# DESCRIPTION OF THE TASK:
Indicate only the number of lines in the listing below in which the word "快官霧峰線" appears.
START EXERCISE MATERIALS
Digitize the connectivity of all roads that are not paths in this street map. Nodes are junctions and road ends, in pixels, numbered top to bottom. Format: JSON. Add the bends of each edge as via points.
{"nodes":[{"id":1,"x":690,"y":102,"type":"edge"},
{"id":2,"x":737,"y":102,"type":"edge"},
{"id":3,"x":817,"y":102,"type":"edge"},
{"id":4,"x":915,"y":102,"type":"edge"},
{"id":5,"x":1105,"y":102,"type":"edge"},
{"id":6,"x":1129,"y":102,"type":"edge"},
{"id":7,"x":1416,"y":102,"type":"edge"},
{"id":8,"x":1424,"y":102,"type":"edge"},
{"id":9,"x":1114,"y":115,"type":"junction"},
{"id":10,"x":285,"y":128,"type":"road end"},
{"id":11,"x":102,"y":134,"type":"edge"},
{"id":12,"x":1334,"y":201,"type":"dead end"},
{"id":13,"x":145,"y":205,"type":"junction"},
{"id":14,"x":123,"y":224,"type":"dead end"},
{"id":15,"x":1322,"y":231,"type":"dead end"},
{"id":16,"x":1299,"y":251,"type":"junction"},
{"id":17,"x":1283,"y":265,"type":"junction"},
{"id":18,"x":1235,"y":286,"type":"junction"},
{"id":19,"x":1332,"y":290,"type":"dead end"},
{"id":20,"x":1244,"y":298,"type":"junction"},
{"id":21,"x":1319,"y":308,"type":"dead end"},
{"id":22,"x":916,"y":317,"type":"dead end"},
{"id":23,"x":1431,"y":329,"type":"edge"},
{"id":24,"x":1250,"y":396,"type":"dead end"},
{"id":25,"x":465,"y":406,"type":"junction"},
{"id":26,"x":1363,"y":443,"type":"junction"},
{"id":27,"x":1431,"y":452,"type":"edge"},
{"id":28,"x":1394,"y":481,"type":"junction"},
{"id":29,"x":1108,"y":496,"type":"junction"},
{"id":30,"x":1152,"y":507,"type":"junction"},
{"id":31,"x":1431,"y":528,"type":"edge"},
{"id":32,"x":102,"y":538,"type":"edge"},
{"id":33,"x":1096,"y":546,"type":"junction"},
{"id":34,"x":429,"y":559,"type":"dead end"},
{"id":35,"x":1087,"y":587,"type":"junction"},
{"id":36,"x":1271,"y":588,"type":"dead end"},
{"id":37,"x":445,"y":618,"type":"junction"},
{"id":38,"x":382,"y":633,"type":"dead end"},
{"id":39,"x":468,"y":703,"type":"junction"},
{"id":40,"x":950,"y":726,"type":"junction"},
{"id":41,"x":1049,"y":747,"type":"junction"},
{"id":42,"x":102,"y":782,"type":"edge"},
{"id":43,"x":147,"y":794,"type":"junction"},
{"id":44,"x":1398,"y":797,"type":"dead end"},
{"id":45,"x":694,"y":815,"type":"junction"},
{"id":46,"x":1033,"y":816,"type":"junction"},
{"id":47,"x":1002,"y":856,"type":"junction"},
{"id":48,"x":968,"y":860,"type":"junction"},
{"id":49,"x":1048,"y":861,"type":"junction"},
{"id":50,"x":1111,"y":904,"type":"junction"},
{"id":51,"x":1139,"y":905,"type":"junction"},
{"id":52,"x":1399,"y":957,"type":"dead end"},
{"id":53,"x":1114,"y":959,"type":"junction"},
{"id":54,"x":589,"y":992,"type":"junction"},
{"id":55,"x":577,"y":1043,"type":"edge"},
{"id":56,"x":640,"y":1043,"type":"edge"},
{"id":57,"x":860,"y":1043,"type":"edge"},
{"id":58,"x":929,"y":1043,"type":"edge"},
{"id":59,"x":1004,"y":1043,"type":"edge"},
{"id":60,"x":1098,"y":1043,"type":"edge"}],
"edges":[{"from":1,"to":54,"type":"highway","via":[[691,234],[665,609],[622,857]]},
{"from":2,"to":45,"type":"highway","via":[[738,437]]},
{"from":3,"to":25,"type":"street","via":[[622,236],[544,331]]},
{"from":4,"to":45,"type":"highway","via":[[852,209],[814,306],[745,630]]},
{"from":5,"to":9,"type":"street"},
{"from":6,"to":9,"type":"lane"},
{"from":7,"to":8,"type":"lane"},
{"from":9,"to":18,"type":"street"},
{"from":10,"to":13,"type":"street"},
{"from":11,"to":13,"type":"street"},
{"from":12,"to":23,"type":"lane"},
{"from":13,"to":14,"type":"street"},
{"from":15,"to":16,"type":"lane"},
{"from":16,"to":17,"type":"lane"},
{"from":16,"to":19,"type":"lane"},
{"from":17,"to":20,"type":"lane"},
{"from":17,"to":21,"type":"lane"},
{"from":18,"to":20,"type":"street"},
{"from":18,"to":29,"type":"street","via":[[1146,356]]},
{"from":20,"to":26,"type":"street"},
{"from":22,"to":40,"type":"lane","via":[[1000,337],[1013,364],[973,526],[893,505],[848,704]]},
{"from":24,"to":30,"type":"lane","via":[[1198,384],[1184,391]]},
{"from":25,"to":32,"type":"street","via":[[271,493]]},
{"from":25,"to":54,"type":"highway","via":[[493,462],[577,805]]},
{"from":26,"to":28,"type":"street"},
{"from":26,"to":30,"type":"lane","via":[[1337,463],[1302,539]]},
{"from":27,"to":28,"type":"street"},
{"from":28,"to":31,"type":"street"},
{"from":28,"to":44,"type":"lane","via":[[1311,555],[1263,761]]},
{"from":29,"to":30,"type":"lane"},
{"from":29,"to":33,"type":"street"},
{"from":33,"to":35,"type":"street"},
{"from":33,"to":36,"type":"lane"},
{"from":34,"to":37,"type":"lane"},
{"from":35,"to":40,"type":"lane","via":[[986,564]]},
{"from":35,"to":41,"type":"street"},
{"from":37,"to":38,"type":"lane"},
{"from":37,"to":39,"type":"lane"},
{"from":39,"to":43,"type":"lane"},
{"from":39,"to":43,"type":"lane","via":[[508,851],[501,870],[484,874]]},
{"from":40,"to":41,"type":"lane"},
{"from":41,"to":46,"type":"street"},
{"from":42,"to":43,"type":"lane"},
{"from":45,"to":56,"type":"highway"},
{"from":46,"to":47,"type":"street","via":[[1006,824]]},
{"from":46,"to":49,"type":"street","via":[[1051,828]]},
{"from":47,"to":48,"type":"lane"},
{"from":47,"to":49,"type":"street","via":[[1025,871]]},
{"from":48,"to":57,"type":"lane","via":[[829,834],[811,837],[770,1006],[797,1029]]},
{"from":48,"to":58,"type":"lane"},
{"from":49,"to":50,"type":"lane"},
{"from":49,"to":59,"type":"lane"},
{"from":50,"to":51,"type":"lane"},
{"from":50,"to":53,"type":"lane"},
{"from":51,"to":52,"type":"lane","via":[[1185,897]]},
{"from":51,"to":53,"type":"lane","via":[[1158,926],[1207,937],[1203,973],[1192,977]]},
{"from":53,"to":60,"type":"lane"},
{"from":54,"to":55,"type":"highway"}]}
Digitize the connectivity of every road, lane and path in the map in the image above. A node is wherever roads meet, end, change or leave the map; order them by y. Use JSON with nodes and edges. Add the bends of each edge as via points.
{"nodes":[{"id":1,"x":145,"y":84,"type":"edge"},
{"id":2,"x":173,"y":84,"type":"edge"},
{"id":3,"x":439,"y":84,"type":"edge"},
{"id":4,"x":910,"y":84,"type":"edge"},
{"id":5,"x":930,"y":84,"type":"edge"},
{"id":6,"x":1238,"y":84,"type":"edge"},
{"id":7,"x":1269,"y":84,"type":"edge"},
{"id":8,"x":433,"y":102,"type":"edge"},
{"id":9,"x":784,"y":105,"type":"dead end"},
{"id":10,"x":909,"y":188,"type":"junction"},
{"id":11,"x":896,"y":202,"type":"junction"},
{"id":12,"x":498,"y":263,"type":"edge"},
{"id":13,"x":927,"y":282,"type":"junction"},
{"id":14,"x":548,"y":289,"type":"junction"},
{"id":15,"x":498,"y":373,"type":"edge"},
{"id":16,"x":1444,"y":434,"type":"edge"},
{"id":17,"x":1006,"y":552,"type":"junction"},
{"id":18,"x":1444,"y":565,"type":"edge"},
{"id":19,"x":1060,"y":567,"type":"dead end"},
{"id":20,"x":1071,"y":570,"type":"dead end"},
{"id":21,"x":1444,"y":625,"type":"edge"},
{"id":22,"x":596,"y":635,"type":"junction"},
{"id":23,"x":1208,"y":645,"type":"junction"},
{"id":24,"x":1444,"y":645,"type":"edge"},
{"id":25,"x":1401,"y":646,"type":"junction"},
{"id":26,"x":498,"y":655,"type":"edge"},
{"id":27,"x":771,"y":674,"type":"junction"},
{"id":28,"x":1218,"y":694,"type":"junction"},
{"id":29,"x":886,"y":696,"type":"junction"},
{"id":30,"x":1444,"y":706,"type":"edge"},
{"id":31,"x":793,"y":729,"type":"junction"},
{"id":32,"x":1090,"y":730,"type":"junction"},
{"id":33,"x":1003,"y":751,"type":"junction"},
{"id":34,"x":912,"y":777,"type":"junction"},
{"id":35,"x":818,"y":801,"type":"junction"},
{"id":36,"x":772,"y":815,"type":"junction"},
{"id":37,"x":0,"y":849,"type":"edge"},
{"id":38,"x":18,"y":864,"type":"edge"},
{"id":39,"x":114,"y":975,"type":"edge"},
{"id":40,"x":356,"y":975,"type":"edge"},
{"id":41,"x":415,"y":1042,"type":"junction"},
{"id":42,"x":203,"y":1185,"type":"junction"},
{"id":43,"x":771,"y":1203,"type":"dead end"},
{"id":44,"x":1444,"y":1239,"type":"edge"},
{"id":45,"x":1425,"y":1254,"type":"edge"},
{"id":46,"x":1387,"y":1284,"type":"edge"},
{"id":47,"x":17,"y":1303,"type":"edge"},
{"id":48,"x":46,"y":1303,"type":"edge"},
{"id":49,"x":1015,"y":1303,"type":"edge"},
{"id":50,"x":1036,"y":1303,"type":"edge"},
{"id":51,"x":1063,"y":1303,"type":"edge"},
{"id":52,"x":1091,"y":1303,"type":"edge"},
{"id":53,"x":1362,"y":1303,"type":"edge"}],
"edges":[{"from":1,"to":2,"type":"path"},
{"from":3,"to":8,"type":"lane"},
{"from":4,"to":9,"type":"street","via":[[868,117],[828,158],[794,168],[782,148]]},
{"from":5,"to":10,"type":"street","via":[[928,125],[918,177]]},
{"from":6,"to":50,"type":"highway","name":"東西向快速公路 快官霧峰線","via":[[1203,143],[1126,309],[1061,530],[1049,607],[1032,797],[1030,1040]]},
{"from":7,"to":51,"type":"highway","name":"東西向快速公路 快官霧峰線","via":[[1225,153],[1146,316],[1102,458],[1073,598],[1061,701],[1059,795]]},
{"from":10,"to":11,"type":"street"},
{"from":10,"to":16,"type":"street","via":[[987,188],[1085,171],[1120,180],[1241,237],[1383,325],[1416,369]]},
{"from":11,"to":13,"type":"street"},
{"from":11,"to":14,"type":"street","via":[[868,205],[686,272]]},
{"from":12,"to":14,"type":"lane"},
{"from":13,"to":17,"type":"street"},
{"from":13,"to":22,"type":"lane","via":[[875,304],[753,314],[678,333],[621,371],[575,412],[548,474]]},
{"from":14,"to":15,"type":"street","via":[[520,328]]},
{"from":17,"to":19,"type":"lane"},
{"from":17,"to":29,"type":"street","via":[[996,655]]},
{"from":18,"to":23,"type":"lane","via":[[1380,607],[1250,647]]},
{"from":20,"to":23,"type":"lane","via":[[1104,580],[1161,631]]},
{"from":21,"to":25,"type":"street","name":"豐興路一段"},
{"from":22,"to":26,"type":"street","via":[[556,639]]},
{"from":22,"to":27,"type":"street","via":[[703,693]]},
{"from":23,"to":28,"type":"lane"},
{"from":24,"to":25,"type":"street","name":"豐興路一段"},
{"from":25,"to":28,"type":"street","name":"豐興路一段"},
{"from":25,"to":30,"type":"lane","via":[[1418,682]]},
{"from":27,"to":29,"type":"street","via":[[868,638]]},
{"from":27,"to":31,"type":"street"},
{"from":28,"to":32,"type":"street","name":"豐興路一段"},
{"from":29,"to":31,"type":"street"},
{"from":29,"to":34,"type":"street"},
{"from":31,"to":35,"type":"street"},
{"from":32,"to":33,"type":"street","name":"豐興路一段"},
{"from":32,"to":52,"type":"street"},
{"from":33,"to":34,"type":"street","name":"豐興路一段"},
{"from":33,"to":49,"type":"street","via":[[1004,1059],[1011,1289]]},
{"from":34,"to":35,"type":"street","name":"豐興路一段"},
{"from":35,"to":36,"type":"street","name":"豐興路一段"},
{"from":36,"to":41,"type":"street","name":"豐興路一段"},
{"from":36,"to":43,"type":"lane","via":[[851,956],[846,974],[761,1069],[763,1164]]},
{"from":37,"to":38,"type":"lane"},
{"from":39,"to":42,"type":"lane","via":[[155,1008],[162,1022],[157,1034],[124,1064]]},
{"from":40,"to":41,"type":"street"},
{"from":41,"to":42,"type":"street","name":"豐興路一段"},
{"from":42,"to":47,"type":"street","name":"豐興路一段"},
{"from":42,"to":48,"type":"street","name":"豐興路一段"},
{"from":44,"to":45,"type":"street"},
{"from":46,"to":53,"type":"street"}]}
END EXERCISE MATERIALS
# ANSWER TO THIS EXERCISE:
2